Applause. Applause. Applause.

Are we back from the brink? And what brink is that? On Labor Day night, HBO featured a powerful documentary about a GM Plant in Ohio that was shutting down. It showed the workers, teary eyed and forlorn, making the last truck on  "their" assembly line. Their faces told the rest of the story as they asked themselves and each other, 'what do I do now? What happens to my family and my life?"

They had no answers, and neither, alas, does Barack Obama.

A "jobless recovery" will not give these workers the money to buy into even the cheapest health care option, public option or not.

Look around Mr. Obama: the unemployment rate in real terms is over 16%.  The consumer economy is shattered.
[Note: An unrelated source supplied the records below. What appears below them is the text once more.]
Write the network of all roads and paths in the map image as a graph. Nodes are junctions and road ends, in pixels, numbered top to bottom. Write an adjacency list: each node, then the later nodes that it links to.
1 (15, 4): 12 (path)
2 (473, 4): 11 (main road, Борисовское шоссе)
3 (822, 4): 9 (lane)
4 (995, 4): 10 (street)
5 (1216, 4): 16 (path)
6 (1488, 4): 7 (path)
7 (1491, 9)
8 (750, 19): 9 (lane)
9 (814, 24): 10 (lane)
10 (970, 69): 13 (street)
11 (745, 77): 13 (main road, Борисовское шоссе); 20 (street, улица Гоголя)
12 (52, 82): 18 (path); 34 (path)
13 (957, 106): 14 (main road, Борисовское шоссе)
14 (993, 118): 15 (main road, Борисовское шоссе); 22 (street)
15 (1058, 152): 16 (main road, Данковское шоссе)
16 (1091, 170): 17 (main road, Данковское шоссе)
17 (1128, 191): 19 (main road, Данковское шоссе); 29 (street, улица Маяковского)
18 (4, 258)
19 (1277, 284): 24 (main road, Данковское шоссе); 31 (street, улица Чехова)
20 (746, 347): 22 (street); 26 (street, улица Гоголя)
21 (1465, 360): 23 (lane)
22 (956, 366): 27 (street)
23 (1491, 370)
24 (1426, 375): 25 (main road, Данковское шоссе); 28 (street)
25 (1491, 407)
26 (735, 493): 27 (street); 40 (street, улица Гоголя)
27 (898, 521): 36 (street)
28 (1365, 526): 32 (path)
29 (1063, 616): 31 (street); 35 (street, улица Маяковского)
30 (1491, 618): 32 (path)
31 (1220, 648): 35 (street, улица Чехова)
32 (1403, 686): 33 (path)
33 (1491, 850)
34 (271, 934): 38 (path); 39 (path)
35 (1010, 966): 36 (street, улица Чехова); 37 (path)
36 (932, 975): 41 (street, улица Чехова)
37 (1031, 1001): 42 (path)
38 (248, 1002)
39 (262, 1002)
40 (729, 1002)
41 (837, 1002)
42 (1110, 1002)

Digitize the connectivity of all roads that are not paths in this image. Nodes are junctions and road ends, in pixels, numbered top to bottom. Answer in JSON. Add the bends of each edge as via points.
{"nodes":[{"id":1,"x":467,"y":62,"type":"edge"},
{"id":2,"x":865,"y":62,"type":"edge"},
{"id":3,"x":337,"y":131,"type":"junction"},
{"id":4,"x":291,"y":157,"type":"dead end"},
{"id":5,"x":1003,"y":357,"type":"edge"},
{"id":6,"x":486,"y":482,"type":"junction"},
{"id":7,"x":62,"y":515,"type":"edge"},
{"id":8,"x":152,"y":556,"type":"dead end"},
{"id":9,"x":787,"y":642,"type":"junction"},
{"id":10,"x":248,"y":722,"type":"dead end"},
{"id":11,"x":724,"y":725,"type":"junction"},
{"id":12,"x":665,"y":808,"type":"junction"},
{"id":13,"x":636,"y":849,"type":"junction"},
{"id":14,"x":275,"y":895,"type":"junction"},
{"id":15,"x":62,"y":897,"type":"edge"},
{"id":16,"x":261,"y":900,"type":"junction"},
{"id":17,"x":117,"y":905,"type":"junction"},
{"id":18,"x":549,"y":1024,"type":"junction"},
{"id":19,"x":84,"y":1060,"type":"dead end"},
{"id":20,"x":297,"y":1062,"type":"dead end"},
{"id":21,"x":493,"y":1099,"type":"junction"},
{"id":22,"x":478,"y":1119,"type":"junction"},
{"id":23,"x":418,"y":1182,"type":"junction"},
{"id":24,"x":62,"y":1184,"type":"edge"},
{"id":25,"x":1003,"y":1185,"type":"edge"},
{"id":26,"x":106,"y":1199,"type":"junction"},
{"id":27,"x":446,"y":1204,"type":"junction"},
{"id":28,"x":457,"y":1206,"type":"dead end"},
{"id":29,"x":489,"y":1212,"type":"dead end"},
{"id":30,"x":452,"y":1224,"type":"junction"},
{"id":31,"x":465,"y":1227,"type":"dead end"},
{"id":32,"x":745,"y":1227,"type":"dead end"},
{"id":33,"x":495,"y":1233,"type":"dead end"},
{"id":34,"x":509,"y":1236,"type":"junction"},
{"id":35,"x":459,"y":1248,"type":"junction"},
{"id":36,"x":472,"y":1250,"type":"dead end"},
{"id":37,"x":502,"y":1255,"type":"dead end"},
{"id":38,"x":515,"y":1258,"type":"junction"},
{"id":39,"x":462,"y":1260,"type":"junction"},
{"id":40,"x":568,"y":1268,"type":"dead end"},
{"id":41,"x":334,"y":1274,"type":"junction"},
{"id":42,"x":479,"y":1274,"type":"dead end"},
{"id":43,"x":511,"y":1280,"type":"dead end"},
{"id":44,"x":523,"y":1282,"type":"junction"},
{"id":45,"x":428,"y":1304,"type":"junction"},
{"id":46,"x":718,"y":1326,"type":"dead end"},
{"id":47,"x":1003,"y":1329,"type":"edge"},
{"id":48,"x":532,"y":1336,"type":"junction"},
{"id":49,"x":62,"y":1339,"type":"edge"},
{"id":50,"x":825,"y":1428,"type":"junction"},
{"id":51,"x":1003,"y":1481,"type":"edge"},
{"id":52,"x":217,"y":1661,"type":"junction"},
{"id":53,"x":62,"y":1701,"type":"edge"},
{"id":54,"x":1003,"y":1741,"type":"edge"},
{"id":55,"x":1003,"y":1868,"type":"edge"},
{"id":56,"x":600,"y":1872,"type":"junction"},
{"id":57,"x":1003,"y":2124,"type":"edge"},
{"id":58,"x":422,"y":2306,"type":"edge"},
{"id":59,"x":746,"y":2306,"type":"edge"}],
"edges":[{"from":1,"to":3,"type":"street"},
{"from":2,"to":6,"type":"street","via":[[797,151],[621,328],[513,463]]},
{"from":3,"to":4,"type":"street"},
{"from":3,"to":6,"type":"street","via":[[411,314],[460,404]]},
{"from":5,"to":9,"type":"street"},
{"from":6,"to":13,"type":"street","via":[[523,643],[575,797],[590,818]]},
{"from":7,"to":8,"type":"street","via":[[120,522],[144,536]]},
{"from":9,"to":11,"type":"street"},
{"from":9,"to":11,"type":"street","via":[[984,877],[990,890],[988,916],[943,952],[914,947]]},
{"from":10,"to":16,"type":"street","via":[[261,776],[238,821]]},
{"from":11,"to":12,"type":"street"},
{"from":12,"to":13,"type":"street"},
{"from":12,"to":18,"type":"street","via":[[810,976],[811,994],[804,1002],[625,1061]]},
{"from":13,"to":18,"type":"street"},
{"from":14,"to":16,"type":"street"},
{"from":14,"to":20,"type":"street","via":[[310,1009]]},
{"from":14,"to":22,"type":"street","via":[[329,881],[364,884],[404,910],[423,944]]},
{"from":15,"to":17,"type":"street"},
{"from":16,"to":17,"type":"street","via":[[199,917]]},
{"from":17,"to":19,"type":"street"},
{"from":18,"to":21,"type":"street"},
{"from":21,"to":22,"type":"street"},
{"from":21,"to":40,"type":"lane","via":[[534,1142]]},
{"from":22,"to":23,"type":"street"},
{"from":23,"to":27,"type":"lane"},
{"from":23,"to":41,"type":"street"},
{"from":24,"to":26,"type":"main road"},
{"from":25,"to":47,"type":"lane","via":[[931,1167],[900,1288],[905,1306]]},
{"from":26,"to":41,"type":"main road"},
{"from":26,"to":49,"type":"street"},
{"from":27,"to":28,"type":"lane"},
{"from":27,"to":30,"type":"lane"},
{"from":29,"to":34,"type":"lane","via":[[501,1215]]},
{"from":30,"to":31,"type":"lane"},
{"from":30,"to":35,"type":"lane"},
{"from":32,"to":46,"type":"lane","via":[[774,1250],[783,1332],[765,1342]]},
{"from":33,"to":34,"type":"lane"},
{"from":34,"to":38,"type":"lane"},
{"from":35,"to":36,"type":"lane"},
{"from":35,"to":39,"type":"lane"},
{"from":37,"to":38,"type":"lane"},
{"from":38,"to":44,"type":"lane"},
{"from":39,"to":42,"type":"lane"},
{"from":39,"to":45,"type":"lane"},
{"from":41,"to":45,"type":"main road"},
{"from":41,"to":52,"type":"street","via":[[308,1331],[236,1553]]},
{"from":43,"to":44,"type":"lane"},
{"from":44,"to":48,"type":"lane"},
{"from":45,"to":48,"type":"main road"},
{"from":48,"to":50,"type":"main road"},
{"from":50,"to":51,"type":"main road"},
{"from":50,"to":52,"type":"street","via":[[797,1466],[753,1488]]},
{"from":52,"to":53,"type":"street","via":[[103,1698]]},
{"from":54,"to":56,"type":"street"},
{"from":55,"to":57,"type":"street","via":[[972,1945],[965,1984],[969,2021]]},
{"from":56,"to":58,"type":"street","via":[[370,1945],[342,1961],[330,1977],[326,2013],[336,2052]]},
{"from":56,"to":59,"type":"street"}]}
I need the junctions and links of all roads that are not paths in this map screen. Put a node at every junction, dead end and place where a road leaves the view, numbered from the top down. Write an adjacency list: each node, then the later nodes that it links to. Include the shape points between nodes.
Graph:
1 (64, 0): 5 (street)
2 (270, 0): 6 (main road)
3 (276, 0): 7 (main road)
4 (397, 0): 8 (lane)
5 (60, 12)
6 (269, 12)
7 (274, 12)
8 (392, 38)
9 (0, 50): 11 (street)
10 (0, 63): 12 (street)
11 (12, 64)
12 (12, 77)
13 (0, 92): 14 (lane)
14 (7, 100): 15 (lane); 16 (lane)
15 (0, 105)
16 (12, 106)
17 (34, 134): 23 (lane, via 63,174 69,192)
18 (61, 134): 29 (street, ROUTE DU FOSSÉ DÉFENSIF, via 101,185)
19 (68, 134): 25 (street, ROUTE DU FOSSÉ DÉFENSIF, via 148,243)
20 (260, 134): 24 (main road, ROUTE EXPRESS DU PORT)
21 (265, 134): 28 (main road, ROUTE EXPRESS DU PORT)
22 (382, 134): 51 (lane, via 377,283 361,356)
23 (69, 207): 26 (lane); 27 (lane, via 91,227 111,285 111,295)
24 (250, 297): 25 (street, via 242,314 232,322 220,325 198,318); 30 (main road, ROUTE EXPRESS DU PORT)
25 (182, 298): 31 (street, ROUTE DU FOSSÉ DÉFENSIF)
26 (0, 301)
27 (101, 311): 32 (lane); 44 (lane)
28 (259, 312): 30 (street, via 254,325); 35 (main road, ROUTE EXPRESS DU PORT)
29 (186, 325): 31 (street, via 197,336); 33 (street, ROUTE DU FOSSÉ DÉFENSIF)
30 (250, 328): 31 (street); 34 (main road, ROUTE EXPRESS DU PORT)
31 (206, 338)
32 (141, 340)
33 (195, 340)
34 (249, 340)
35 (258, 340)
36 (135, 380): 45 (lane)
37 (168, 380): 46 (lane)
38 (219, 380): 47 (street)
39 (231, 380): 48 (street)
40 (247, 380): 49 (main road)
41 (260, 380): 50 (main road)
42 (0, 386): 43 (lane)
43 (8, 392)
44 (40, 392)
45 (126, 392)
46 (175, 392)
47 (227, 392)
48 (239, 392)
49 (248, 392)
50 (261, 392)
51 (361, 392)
The commercial real estate market is imploding, and, yes, more foreclosures are on the way according to the Washington Post:

"A new report foresees another wave of foreclosures, as option adjustable-rate mortgages-an entire class of specialized home loans-will soon reset to higher payments. Estimated to jump by 63 percent on average, the higher rates will likely push many of the already-strained loan recipients over the brink. The loans, also called pick-a-pay loans, are a prime example of the risky lending techniques that created the housing crisis: Borrowers were allowed to pay back the loan with as little as they wanted each month, though that meant many paid less than the interest due…the report says the fallout from the loans could be felt for years, especially in states already hit hard by foreclosures.

Just who is back from the brink?

If you listen to the Fed, the glass is more than half full; if you listen to economists like Simon Johnson, it's way more than half empty, as he wrote on Baseline Scenario:

"In the absence of effective financial regulation - i.e., both during the 1920s and again since 1990 - the Fed has operated in a manner that encourages the formation of sequential bubbles. This destabilization of our financial system is not a minor matter; the damage caused - human, financial, social - is already enormous." And we are very far from being done.

"Don't take my word for it." Lou Jiwei, the chairman of China's sovereign wealth fund said recently. "It will not be too bad this year. Both China and America are addressing bubbles by creating more bubbles and we're just taking advantage of that. So we can't lose."

Yes, We Can---lose, that is, Mr. Lou. And Yes We Are, Mr. Obama. The problem is that we are still in some Bernanke fantasyland, thinking that if we keep saying everything is ok, it will be.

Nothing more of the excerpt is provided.